[Stored entries]
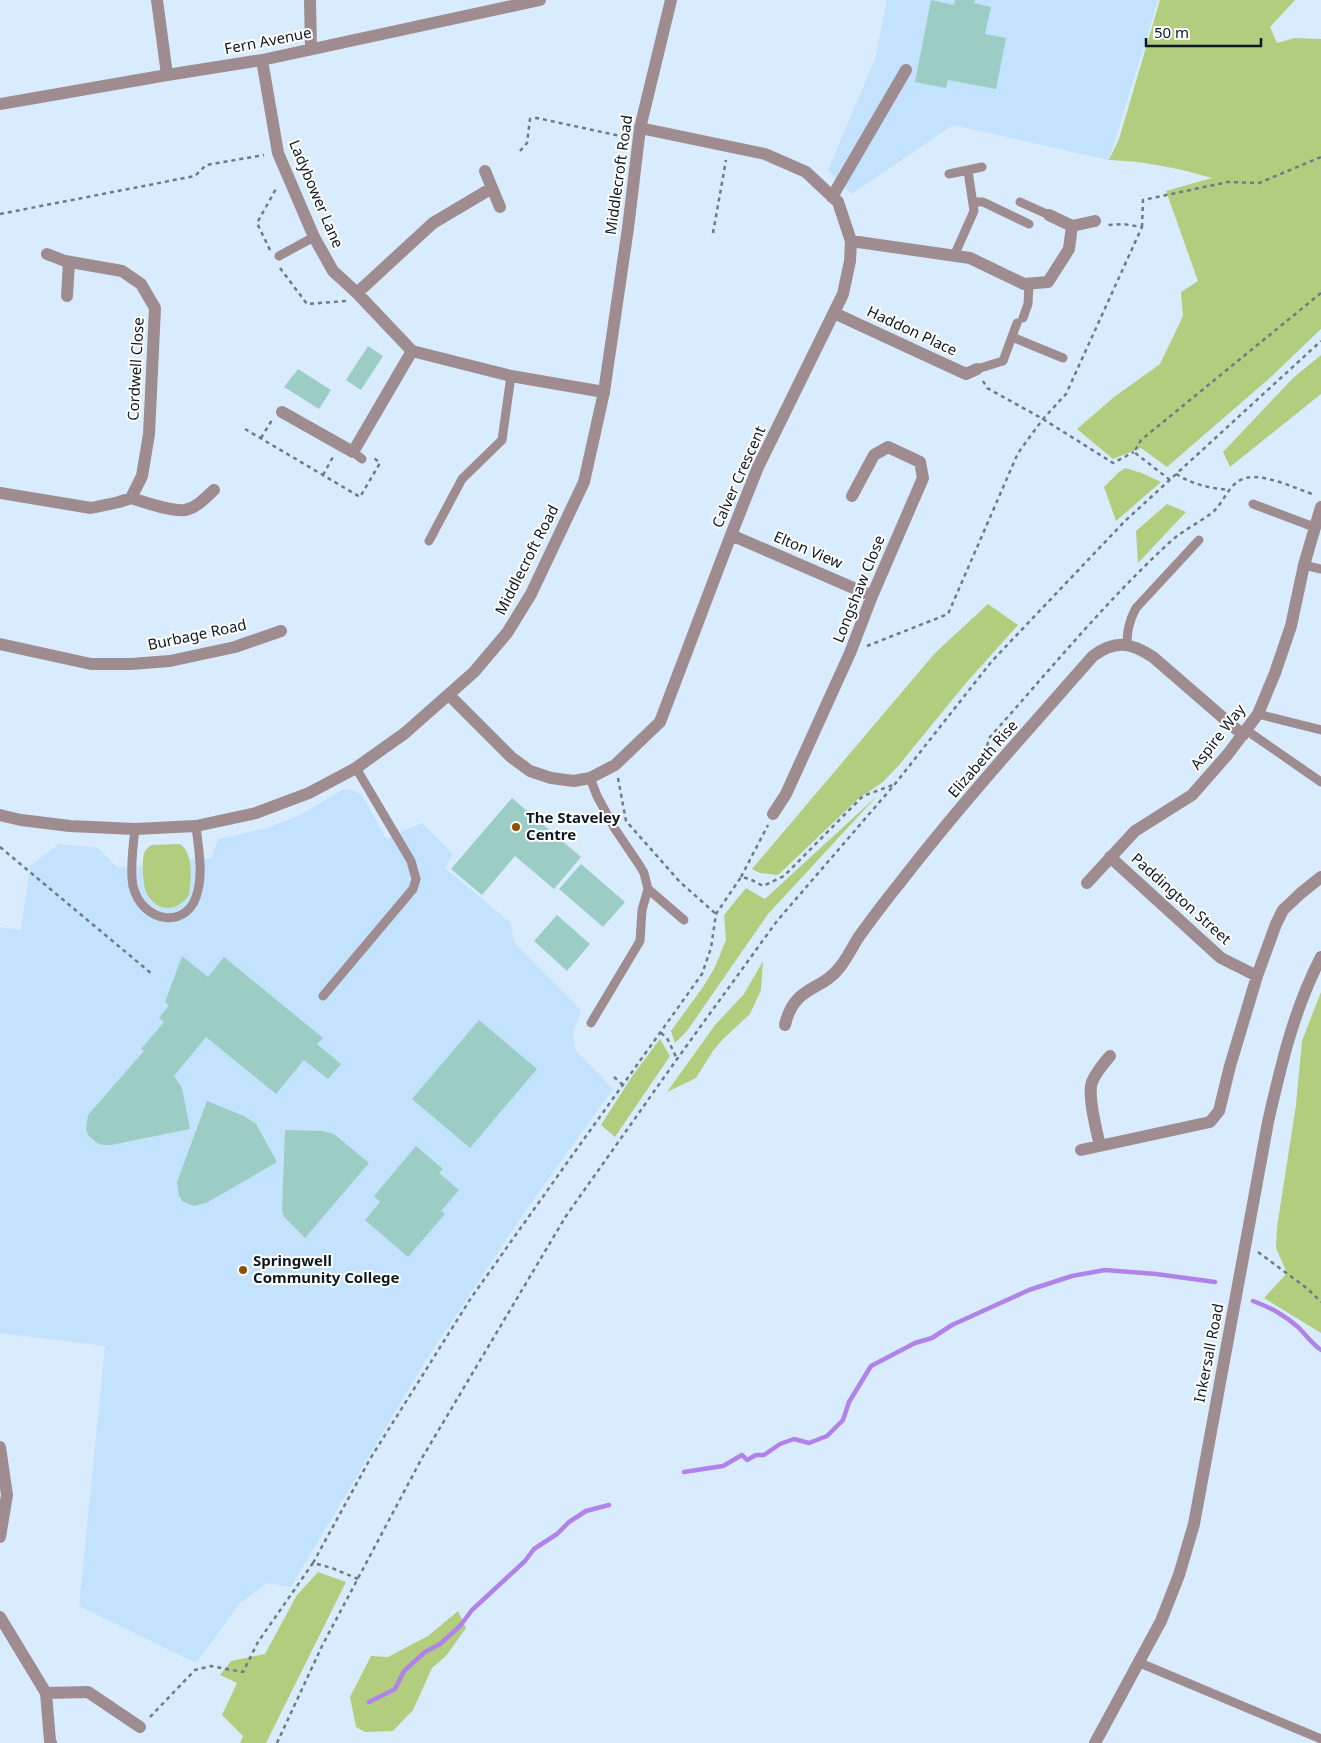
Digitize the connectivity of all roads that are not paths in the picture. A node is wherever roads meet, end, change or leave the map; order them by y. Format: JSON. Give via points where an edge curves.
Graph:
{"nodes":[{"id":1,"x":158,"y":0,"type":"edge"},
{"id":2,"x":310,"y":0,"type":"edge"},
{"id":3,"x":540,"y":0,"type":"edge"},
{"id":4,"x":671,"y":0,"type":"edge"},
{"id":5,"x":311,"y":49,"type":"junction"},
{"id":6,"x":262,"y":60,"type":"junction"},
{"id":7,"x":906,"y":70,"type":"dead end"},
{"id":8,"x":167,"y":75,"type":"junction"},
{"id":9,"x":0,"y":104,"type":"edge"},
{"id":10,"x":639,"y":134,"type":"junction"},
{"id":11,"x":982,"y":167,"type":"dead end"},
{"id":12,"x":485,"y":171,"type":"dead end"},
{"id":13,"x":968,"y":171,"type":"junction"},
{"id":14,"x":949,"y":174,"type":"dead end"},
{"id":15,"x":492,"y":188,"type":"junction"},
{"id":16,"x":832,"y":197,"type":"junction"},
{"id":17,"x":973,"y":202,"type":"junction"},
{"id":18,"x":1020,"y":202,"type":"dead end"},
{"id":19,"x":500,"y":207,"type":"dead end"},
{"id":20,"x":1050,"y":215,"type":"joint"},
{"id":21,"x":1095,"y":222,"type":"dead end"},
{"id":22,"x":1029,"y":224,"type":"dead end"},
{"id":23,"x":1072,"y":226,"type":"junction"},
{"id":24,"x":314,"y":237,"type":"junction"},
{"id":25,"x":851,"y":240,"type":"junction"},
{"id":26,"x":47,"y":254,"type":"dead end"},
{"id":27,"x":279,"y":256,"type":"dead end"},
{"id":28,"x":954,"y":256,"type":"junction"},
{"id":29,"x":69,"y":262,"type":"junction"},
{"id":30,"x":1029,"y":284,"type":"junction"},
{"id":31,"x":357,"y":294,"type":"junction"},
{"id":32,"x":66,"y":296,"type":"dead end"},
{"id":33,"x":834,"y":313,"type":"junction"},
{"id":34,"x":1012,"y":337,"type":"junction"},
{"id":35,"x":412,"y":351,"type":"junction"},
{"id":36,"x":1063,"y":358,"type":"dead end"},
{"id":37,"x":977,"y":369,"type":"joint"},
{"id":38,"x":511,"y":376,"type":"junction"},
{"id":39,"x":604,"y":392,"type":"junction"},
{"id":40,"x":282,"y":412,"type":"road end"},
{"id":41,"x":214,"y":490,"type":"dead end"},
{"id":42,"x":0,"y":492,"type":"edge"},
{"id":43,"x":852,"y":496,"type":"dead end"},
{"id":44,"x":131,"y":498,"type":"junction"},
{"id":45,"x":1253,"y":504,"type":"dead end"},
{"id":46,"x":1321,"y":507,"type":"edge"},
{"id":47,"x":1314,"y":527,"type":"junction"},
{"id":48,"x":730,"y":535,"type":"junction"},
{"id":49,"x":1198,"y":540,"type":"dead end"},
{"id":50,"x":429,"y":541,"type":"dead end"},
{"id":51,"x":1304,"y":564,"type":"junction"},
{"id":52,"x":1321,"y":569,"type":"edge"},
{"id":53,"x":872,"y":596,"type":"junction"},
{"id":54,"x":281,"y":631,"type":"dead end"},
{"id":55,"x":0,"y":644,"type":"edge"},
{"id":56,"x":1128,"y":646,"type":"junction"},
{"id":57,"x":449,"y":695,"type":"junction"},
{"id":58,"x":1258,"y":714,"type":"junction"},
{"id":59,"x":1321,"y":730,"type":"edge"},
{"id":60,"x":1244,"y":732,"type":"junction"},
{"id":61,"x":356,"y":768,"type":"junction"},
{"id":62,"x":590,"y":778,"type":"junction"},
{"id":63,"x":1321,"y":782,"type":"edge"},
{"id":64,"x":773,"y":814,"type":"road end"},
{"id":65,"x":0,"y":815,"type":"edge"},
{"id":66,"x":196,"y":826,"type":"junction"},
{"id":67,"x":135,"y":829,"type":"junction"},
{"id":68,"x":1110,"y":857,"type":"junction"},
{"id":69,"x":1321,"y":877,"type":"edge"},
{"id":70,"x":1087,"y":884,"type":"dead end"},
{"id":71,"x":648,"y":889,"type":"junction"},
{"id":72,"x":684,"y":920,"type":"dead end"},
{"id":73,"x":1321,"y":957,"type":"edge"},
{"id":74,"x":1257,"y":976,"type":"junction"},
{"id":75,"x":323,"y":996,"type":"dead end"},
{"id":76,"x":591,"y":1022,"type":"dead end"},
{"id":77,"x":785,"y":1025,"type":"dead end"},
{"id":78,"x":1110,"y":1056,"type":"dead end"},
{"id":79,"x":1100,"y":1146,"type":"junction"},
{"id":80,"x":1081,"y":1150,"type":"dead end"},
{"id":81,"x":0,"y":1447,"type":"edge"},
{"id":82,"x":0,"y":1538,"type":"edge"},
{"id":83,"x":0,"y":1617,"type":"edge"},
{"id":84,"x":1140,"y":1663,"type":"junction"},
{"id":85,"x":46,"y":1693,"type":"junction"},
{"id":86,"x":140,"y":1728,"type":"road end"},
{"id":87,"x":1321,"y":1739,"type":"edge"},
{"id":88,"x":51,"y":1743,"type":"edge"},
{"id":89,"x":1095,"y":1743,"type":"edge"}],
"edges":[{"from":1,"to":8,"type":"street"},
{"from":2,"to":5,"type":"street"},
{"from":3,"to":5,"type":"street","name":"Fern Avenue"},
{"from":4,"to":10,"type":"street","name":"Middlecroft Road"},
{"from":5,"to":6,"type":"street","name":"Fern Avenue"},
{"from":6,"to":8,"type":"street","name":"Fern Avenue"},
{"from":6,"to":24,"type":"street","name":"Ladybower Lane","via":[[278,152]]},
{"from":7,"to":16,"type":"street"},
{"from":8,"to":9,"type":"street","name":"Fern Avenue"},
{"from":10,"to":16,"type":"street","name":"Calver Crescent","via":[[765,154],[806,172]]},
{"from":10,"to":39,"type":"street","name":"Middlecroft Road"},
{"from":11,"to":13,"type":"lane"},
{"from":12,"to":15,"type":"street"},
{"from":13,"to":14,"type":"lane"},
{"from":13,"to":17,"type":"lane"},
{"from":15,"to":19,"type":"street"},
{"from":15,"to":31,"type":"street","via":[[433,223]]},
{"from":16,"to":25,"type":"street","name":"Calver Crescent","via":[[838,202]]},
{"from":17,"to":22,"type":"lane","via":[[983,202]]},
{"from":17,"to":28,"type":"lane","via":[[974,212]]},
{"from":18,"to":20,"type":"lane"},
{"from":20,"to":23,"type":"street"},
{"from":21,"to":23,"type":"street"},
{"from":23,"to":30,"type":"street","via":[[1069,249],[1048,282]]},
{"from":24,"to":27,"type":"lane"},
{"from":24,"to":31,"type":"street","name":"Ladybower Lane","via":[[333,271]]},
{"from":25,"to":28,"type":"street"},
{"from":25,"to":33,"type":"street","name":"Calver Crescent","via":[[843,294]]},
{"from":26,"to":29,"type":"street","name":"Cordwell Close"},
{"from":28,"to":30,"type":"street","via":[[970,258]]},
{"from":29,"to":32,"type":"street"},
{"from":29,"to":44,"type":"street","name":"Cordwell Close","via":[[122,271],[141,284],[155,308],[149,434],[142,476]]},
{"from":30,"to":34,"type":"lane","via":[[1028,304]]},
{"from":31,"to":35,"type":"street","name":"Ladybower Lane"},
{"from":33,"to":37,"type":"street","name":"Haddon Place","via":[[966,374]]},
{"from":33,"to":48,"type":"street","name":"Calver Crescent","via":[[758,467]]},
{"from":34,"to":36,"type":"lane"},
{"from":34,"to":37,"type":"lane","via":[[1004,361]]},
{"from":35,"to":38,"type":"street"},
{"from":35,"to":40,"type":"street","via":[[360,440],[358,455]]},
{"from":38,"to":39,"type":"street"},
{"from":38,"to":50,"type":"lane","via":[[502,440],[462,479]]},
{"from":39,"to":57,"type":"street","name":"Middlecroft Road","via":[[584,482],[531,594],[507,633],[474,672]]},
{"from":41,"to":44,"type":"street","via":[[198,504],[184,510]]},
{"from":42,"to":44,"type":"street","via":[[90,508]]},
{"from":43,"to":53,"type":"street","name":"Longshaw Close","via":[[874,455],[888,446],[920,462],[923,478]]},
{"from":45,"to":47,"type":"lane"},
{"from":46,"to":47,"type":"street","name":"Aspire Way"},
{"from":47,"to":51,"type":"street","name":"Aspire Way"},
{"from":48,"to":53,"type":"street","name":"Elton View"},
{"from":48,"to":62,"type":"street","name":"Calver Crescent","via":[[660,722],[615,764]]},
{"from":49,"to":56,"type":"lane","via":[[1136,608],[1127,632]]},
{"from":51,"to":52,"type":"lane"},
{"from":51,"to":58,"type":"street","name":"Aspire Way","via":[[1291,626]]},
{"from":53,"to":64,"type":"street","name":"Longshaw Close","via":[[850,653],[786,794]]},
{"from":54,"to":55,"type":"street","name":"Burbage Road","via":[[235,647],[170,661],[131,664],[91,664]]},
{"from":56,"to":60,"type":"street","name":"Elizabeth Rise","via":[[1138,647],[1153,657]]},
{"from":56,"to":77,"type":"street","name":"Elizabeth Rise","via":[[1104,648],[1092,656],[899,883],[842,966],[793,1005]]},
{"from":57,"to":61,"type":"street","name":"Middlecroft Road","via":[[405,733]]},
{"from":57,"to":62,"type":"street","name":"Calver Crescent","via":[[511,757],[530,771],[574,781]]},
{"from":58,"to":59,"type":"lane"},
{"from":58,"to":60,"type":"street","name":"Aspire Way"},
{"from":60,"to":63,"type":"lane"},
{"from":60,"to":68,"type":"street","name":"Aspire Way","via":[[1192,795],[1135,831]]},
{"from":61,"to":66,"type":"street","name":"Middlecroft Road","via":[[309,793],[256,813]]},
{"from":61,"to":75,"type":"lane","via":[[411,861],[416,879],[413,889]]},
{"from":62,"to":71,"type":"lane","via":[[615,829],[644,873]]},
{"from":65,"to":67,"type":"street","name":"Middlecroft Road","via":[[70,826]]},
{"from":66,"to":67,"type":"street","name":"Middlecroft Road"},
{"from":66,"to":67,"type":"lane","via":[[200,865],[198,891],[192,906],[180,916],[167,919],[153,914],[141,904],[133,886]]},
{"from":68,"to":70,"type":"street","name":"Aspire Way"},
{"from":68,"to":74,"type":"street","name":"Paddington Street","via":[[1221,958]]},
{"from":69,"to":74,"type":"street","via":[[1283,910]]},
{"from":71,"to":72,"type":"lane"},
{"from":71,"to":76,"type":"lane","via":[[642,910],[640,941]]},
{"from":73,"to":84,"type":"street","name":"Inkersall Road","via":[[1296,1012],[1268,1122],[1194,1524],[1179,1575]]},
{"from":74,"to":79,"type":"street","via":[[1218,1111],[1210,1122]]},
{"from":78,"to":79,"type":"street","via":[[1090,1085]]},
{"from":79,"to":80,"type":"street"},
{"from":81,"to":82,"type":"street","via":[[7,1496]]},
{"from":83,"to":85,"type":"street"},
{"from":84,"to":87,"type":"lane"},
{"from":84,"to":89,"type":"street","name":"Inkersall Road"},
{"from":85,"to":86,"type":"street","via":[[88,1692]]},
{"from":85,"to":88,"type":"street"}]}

== DESCRIPTION OF THE TASK ==
Pick out all lines from the data above in which the word "Inkersall" appears.

== RESPONSE AREA ==
{"from":73,"to":84,"type":"street","name":"Inkersall Road","via":[[1296,1012],[1268,1122],[1194,1524],[1179,1575]]},
{"from":84,"to":89,"type":"street","name":"Inkersall Road"},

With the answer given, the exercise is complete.